• _Your task_:
Within the material below, how many lines carry the word "button"? Only that number is wanted.

• _Entries supplied_:
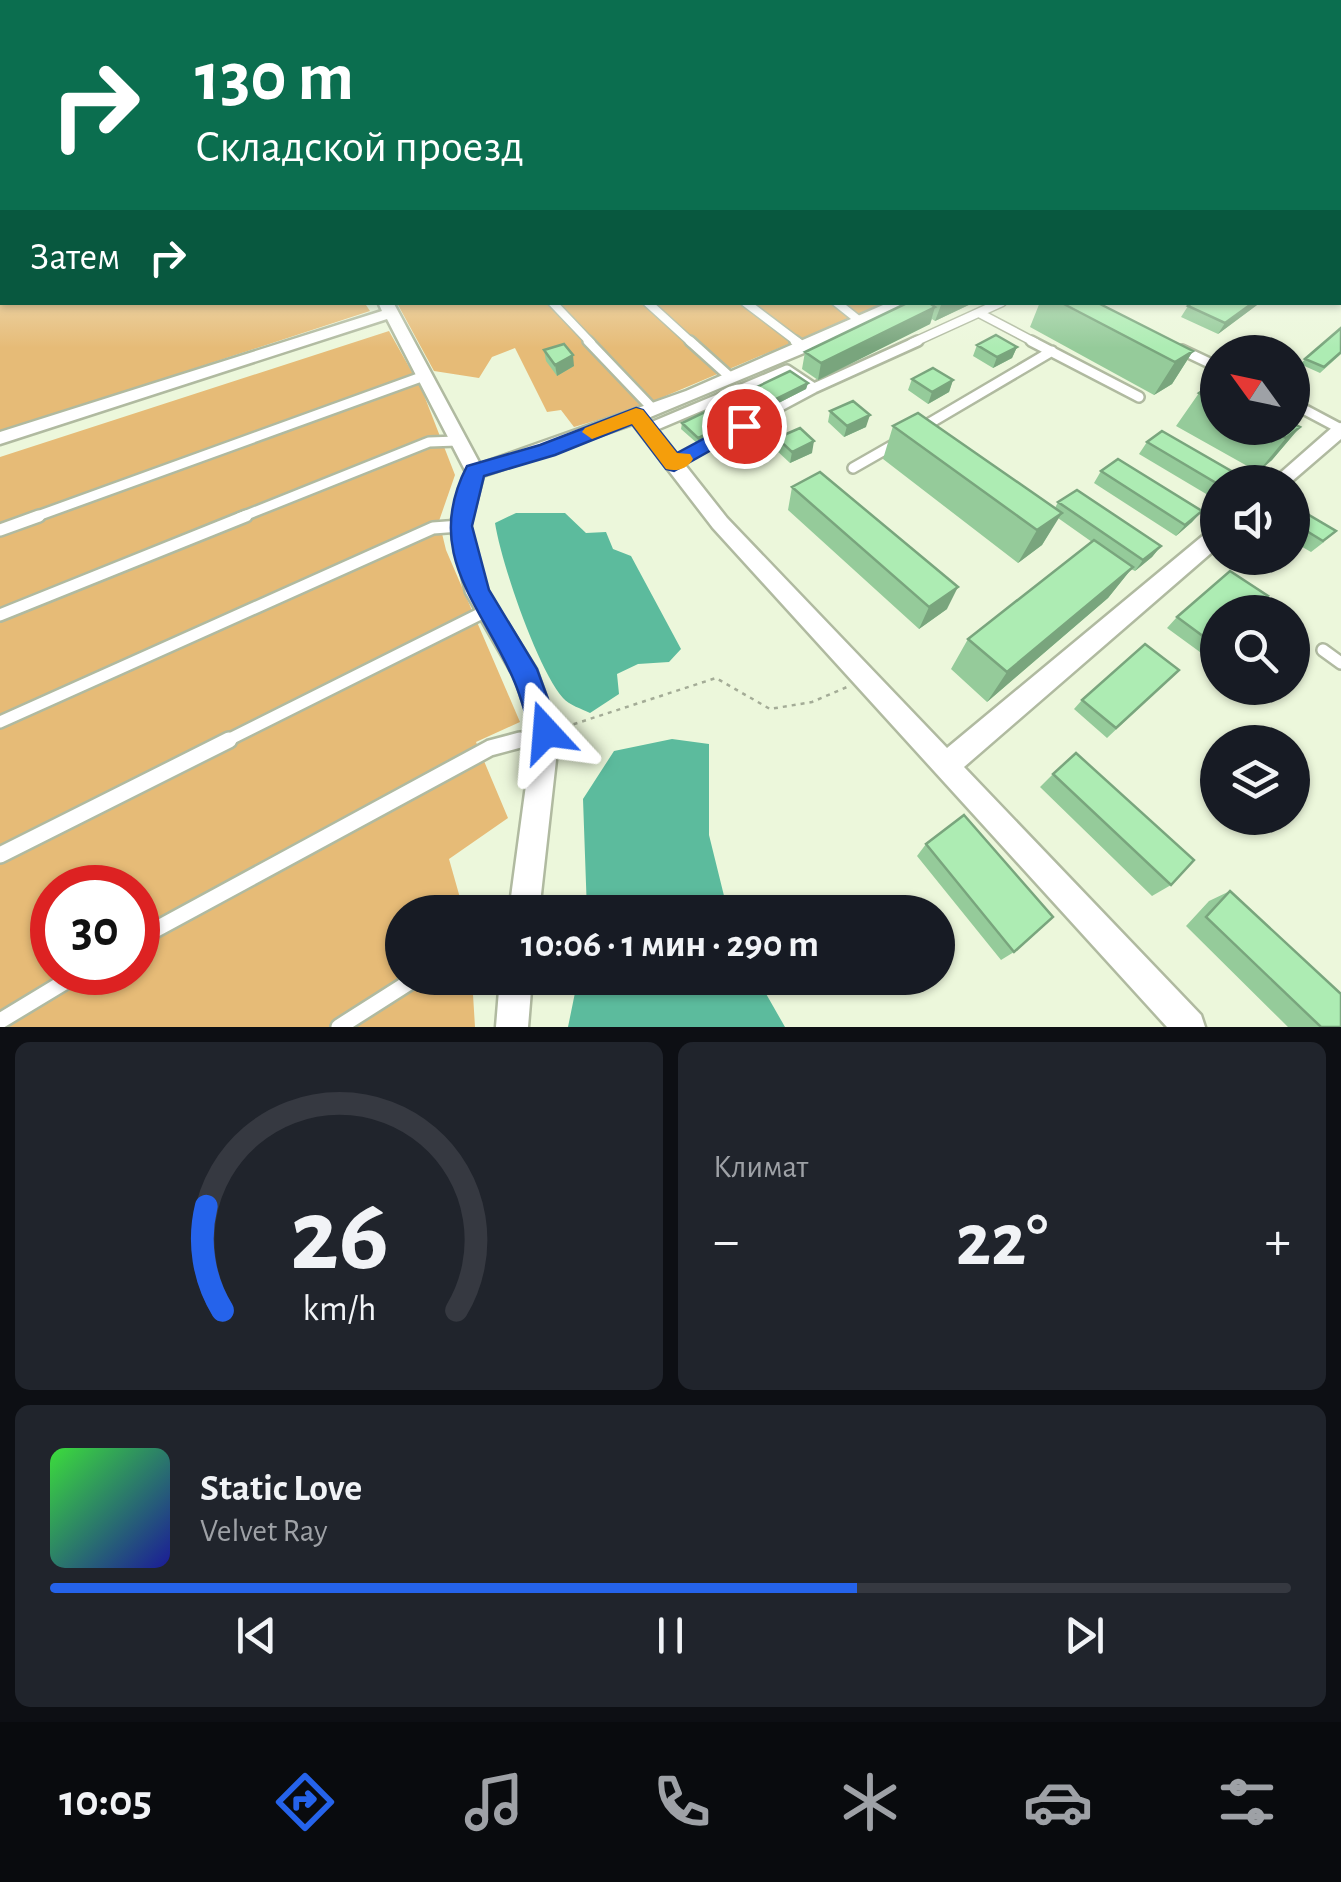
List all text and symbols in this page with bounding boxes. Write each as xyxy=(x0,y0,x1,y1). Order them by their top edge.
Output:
icon: right xyxy=(30,40,160,170)
text: 130 m xyxy=(195,43,354,113)
text: Складской проезд xyxy=(195,125,524,170)
icon: right xyxy=(140,230,195,285)
text: Затем xyxy=(30,239,120,277)
north arrow xyxy=(1200,335,1310,445)
map controls xyxy=(1200,335,1310,835)
pin xyxy=(702,384,787,469)
icon: arrive xyxy=(717,399,772,454)
button: sound xyxy=(1200,465,1310,575)
button: search xyxy=(1200,595,1310,705)
position arrow xyxy=(494,680,598,784)
button: layers xyxy=(1200,725,1310,835)
speed limit sign: 30 xyxy=(30,865,160,995)
text: 10:06 · 1 мин · 290 m xyxy=(521,926,819,964)
text: Климат xyxy=(713,1151,808,1183)
text: 26 xyxy=(289,1185,389,1289)
text: 22° xyxy=(956,1204,1048,1279)
text: − xyxy=(713,1214,739,1269)
text: + xyxy=(1265,1214,1291,1269)
text: km/h xyxy=(302,1291,376,1327)
text: Static Love xyxy=(200,1470,362,1508)
text: Velvet Ray xyxy=(200,1515,328,1547)
icon: previous xyxy=(229,1608,284,1663)
icon: pause xyxy=(643,1608,698,1663)
icon: next xyxy=(1057,1608,1112,1663)
icon: directions xyxy=(270,1767,340,1837)
icon: music xyxy=(459,1767,529,1837)
icon: phone xyxy=(647,1767,717,1837)
icon: climate xyxy=(835,1767,905,1837)
icon: car xyxy=(1023,1767,1093,1837)
icon: filters xyxy=(1212,1767,1282,1837)
text: 10:05 xyxy=(59,1779,152,1824)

• _Response to the task_:
3